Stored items

----

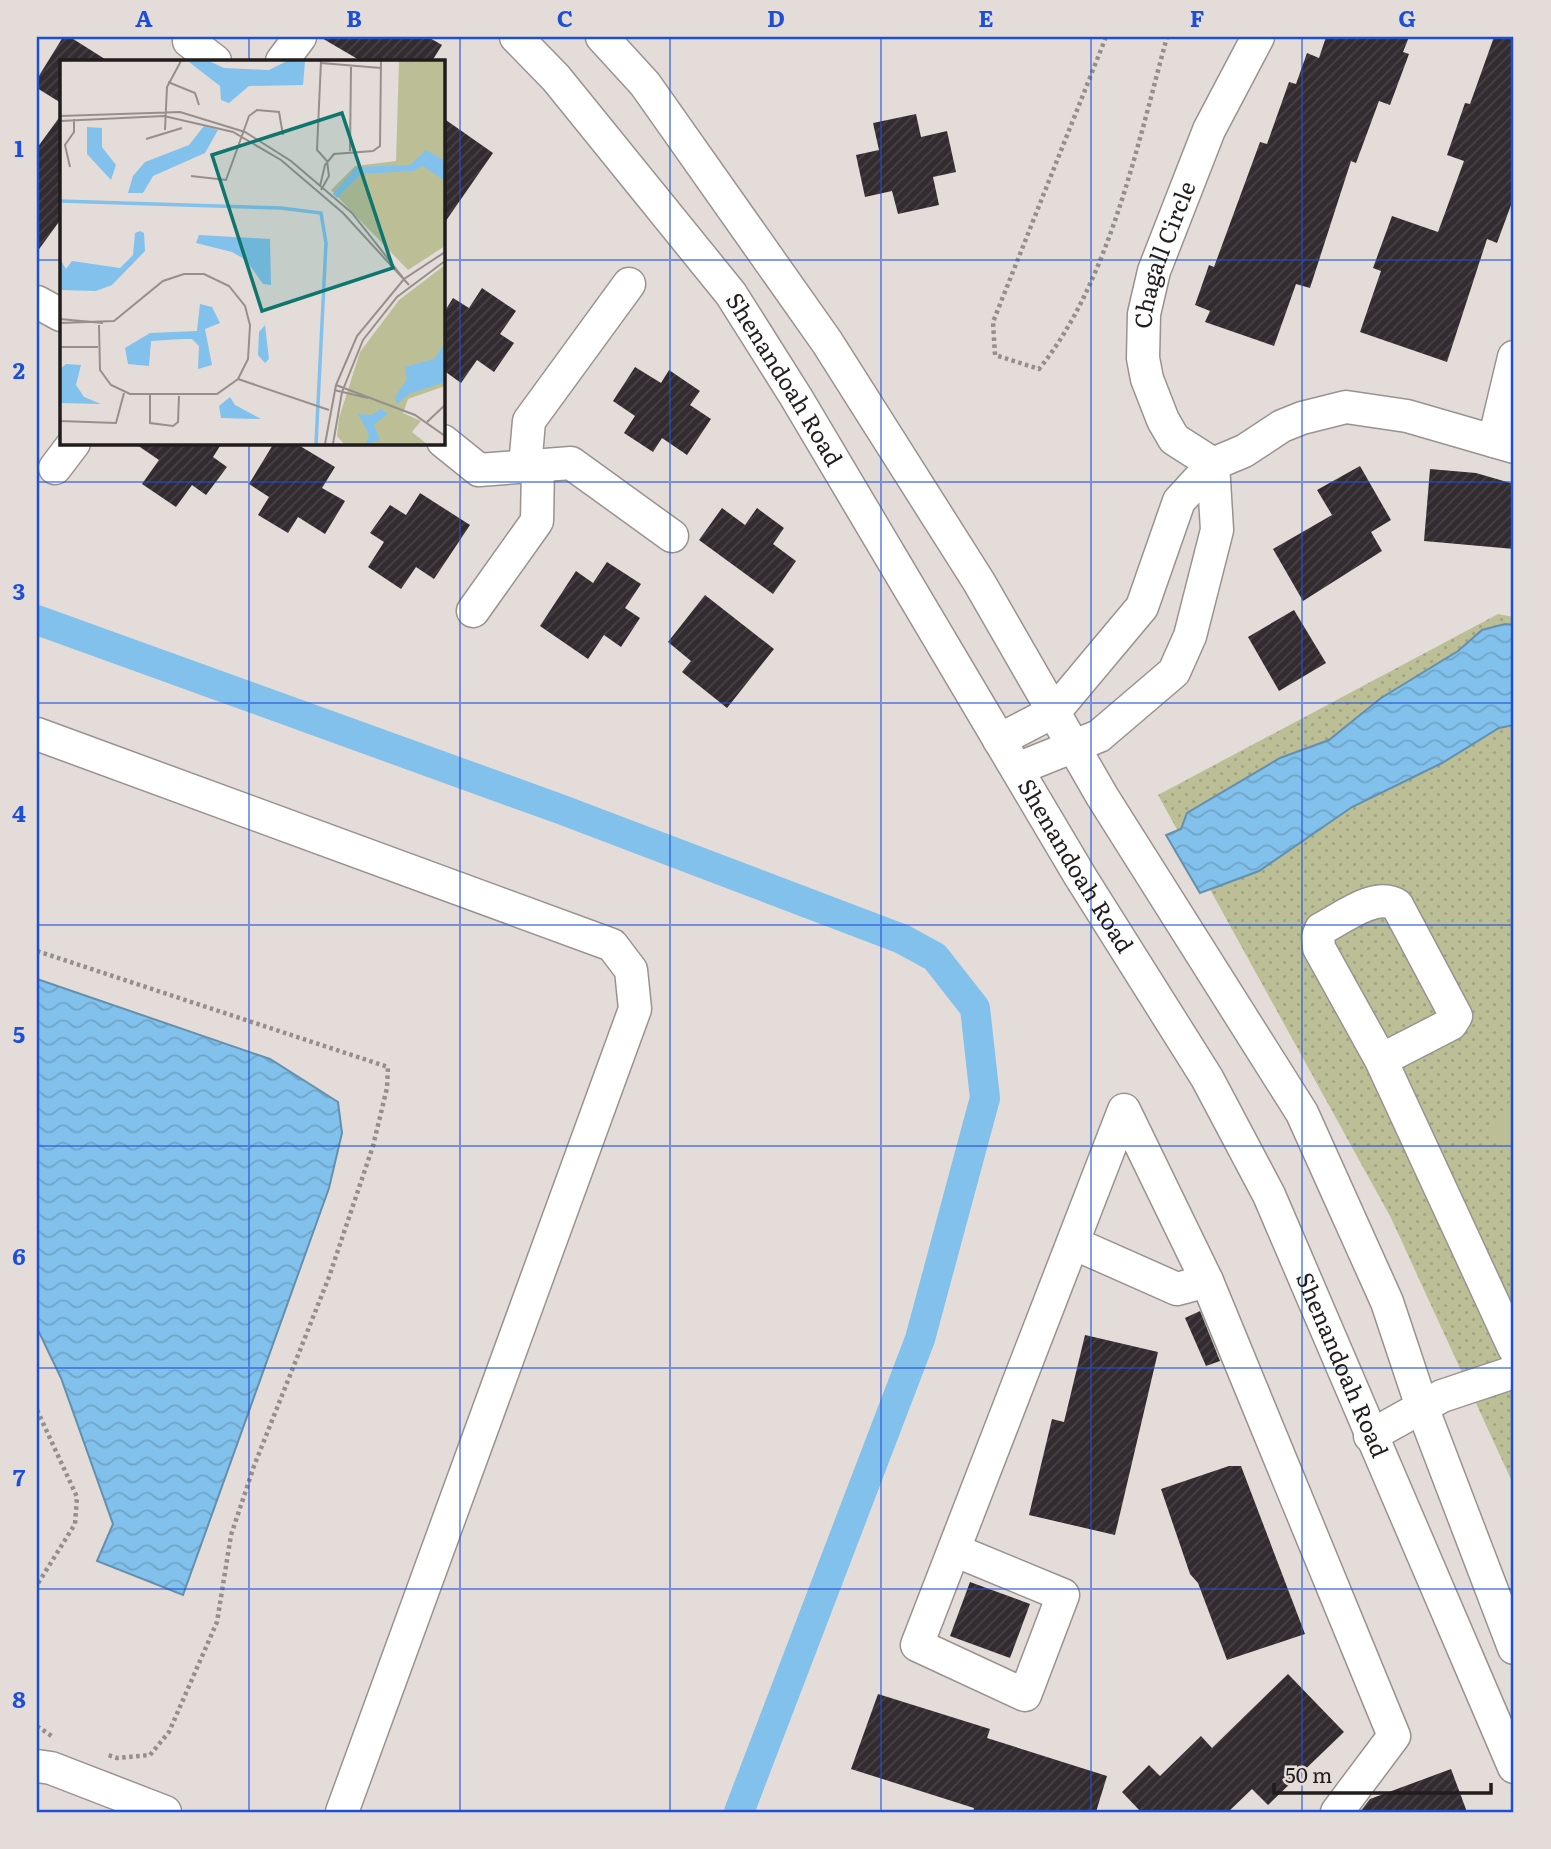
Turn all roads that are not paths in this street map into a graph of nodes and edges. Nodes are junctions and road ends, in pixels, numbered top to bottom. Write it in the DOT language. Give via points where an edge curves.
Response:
graph roads {
  1 [pos="192,37"];
  2 [pos="300,37"];
  3 [pos="516,37"];
  4 [pos="602,37"];
  5 [pos="1258,37"];
  6 [pos="214,60"];
  7 [pos="283,60"];
  8 [pos="629,285"];
  9 [pos="37,302"];
  10 [pos="60,314"];
  11 [pos="1514,356"];
  12 [pos="444,442"];
  13 [pos="73,444"];
  14 [pos="1504,444"];
  15 [pos="1213,464"];
  16 [pos="532,466"];
  17 [pos="55,468"];
  18 [pos="672,536"];
  19 [pos="472,611"];
  20 [pos="1055,710"];
  21 [pos="37,734"];
  22 [pos="999,740"];
  23 [pos="1073,748"];
  24 [pos="1017,769"];
  25 [pos="1381,1060"];
  26 [pos="1073,1243"];
  27 [pos="1207,1281"];
  28 [pos="1514,1348"];
  29 [pos="1514,1372"];
  30 [pos="1422,1407"];
  31 [pos="1370,1436"];
  32 [pos="954,1550"];
  33 [pos="1514,1648"];
  34 [pos="37,1766"];
  35 [pos="1514,1766"];
  36 [pos="165,1812"];
  37 [pos="342,1812"];
  38 [pos="1337,1812"];
  1 -- 6 [label="street" via="189,41"];
  2 -- 7 [label="street"];
  3 -- 22 [label="street, Shenandoah Road" via="556,78 731,294"];
  4 -- 20 [label="street" via="645,84 827,342"];
  5 -- 15 [label="street, Chagall Circle" via="1209,131 1154,271 1143,314 1145,369 1163,421 1174,439"];
  8 -- 16 [label="street" via="529,421"];
  9 -- 10 [label="street"];
  11 -- 14 [label="street"];
  12 -- 16 [label="street" via="479,470"];
  13 -- 17 [label="street"];
  14 -- 15 [label="street" via="1407,416 1346,407 1292,422"];
  15 -- 20 [label="street" via="1179,500 1142,607"];
  15 -- 23 [label="street" via="1217,530 1190,636 1174,672 1099,736"];
  16 -- 18 [label="street" via="571,463"];
  16 -- 19 [label="street" via="537,521"];
  20 -- 22 [label="street"];
  20 -- 23 [label="street"];
  21 -- 37 [label="street" via="612,945 631,970 635,1009"];
  22 -- 24 [label="street, Shenandoah Road"];
  23 -- 24 [label="street"];
  23 -- 30 [label="street" via="1302,1112 1387,1302"];
  24 -- 31 [label="street, Shenandoah Road" via="1219,1101 1269,1195"];
  25 -- 25 [label="street" via="1451,1024 1456,1016 1397,905 1389,900 1377,900 1321,929 1318,937 1319,948"];
  25 -- 28 [label="street"];
  26 -- 27 [label="street" via="1177,1289"];
  26 -- 27 [label="street" via="1124,1110"];
  26 -- 32 [label="street"];
  27 -- 38 [label="street" via="1394,1736"];
  29 -- 30 [label="street"];
  30 -- 31 [label="street"];
  30 -- 33 [label="street"];
  31 -- 35 [label="street, Shenandoah Road"];
  32 -- 32 [label="street" via="917,1645 1025,1695 1063,1595"];
  34 -- 36 [label="street"];
}
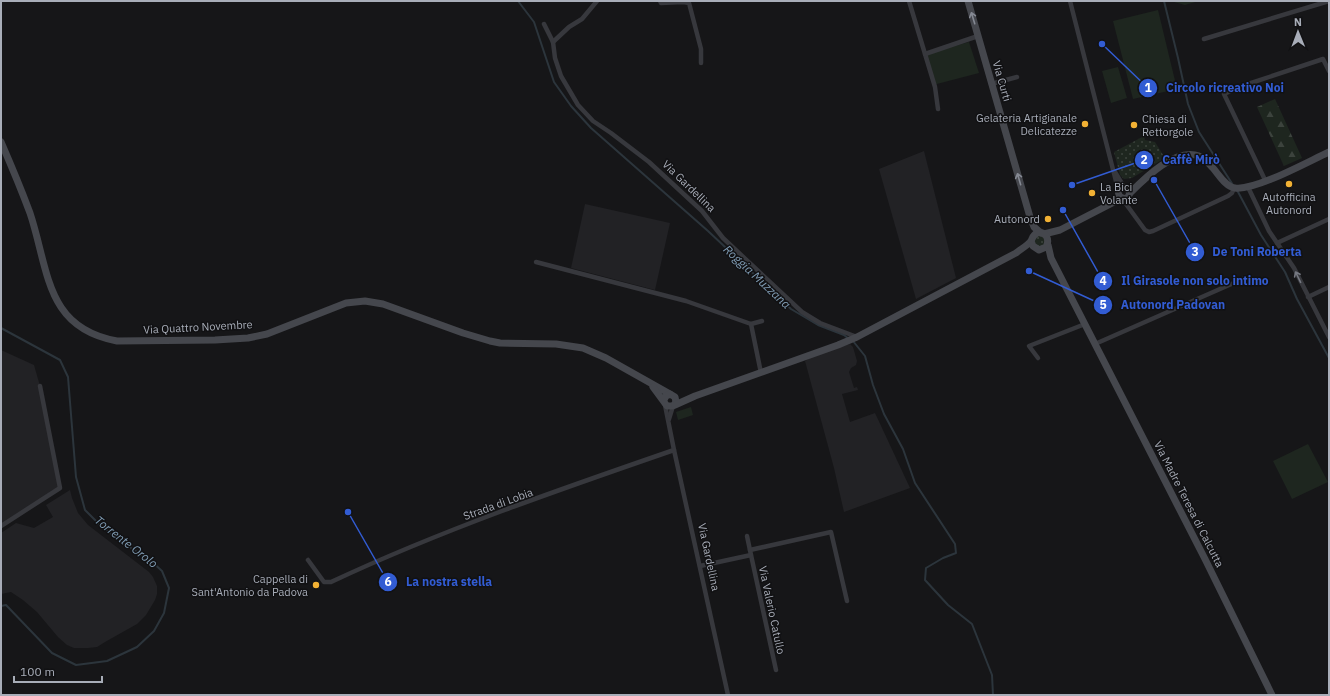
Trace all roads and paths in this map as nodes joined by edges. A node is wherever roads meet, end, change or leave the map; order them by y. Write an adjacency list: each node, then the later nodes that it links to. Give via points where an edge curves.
1 (597, 1): 10 (street, via 582,19)
2 (660, 1): 12 (street, via 689,4 701,49)
3 (909, 1): 11 (street)
4 (968, 1): 8 (street, Via Curti, one-way to 4)
5 (1070, 1): 19 (street)
6 (1329, 1): 9 (street)
7 (544, 24): 10 (street, Via Gardellina)
8 (978, 36): 11 (street); 15 (street, Via Curti)
9 (1204, 39)
10 (553, 42): 41 (street, Via Gardellina, via 561,76 578,105 593,121 649,162 702,211 723,238 802,312)
11 (925, 54): 16 (street, via 935,87)
12 (701, 63)
13 (1329, 71): 20 (street, via 1323,59 1224,94)
14 (1017, 77): 15 (street)
15 (991, 84): 26 (street, Via Curti, one-way to 15, via 1034,227 1030,217)
16 (938, 109)
17 (1, 142): 45 (street, Via Quattro Novembre, via 29,213 56,300 71,320 89,333 102,338 117,341 248,338 267,334 342,304 365,301 383,304 490,341 583,348)
18 (1329, 152): 20 (street)
19 (1112, 167): 23 (street); 23 (street)
20 (1266, 182): 22 (street)
21 (1234, 188): 22 (street); 23 (street, via 1208,162 1200,156 1190,154 1168,161); 23 (street, via 1232,194 1149,232 1126,204)
22 (1246, 188): 28 (street)
23 (1124, 193): 25 (street, via 1107,206)
24 (1329, 220): 28 (street)
25 (1060, 230): 26 (street); 29 (street)
26 (1042, 234): 27 (street, via 1034,235); 29 (street, via 1048,239)
27 (1031, 241): 30 (street); 31 (street)
28 (1277, 243): 36 (street, one-way to 28, via 1294,268)
29 (1048, 244): 30 (street, via 1044,249); 32 (street, Via Madre Teresa di Calcutta)
30 (1038, 250): 31 (street); 32 (street, Via Madre Teresa di Calcutta)
31 (1016, 253): 41 (street)
32 (1051, 258): 39 (street, Via Madre Teresa di Calcutta)
33 (536, 262): 38 (street, via 686,301)
34 (1245, 278): 42 (street)
35 (1329, 287): 36 (street)
36 (1308, 297): 40 (street)
37 (762, 321): 38 (street)
38 (751, 324): 44 (street)
39 (1084, 324): 42 (street, Via Madre Teresa di Calcutta); 43 (street, via 1029,346)
40 (1329, 337)
41 (854, 338): 44 (street)
42 (1095, 344): 61 (street, Via Madre Teresa di Calcutta)
43 (1038, 358)
44 (761, 373): 48 (street)
45 (648, 381): 47 (street, Via Quattro Novembre); 49 (street, Via Quattro Novembre)
46 (40, 386): 53 (street, via 60,488)
47 (671, 395): 48 (street); 49 (street, via 666,396); 50 (street, via 676,400)
48 (695, 396): 50 (street)
49 (664, 402): 50 (street, via 670,407); 51 (street, Via Gardellina)
50 (674, 406): 51 (street, Via Gardellina)
51 (668, 423): 52 (street, Via Gardellina)
52 (674, 450): 56 (street, Strada di Lobia, via 488,516 331,582 324,582); 57 (street, Via Gardellina)
53 (1, 526)
54 (747, 536): 55 (street, Via Valerio Catullo)
55 (751, 553): 57 (street, Via Valerio Catullo); 58 (street, Via Valerio Catullo, via 831,532); 59 (street, Via Valerio Catullo)
56 (308, 560)
57 (700, 566): 60 (street, Via Gardellina)
58 (847, 601)
59 (776, 670)
60 (728, 695)
61 (1272, 695)

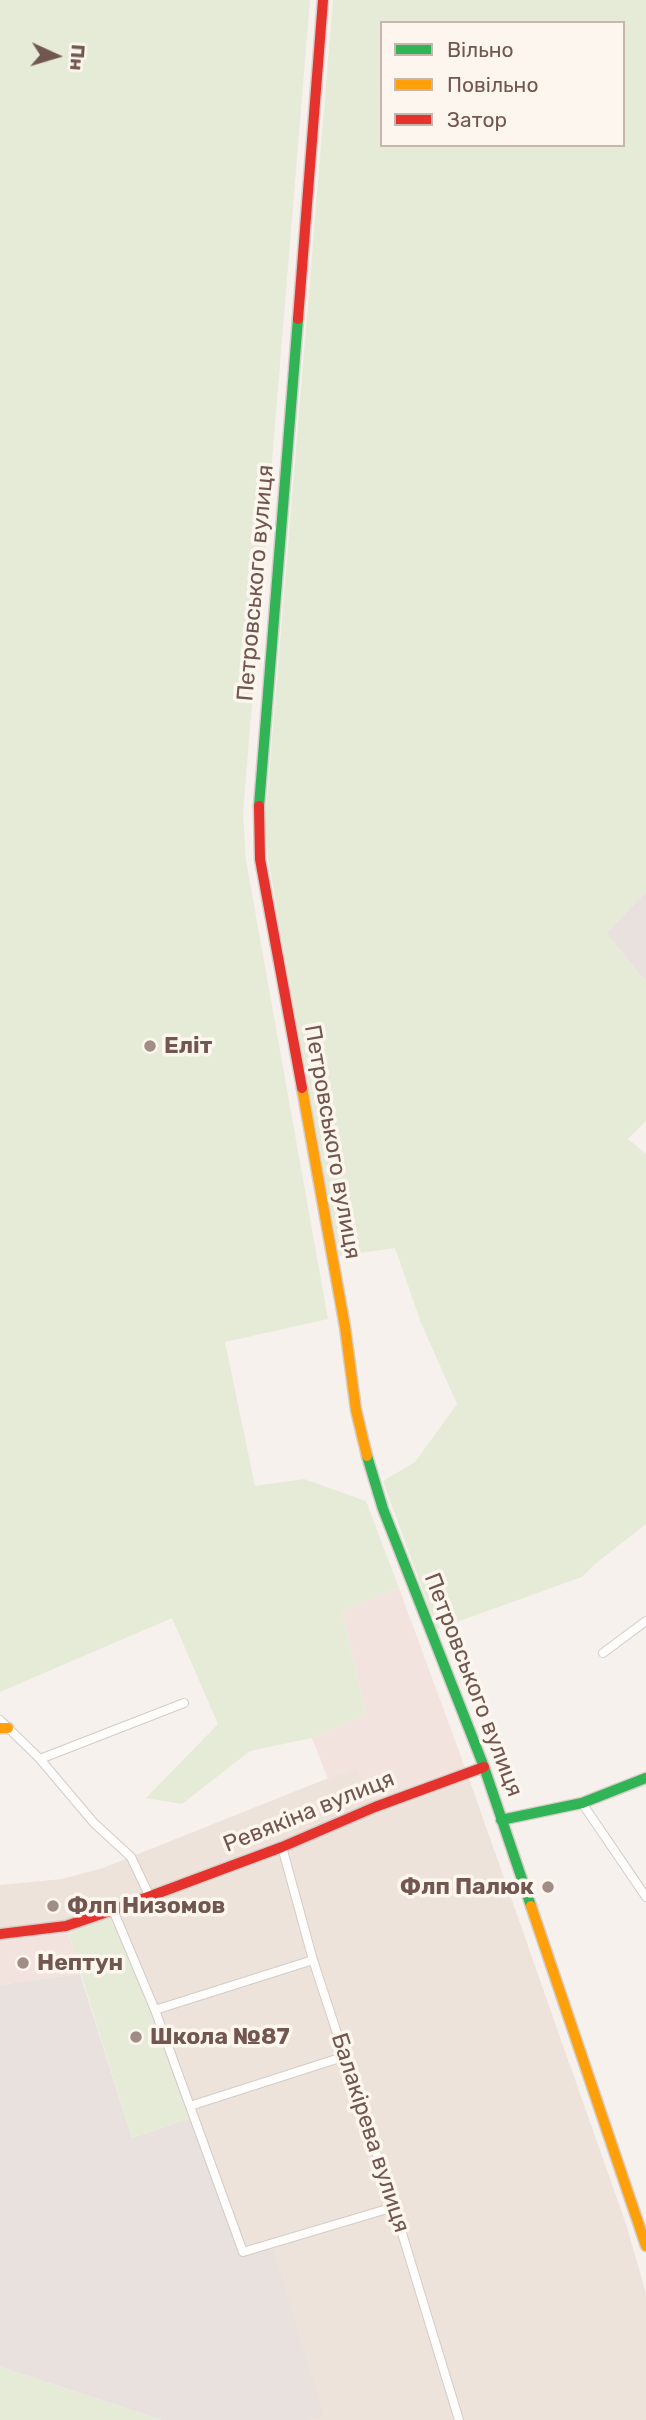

----

WHAT TO PRODUCE: Above are the records. Identify each line that contains the word "curves".

ANSWER SECTION:
Turn all roads that are not paths in this street map into a graph of nodes and edges. Nodes are junctions and road ends, in pixels, numbered top to bottom. Write it in the DOT language. Give via points where an edge curves.
Trace all roads and paths in this map as nodes joined by edges. A node is wherever roads meet, end, change or leave the map; order them by y. Write an adjacency list: each node, then the later nodes that it links to. Give via points where an edge curves.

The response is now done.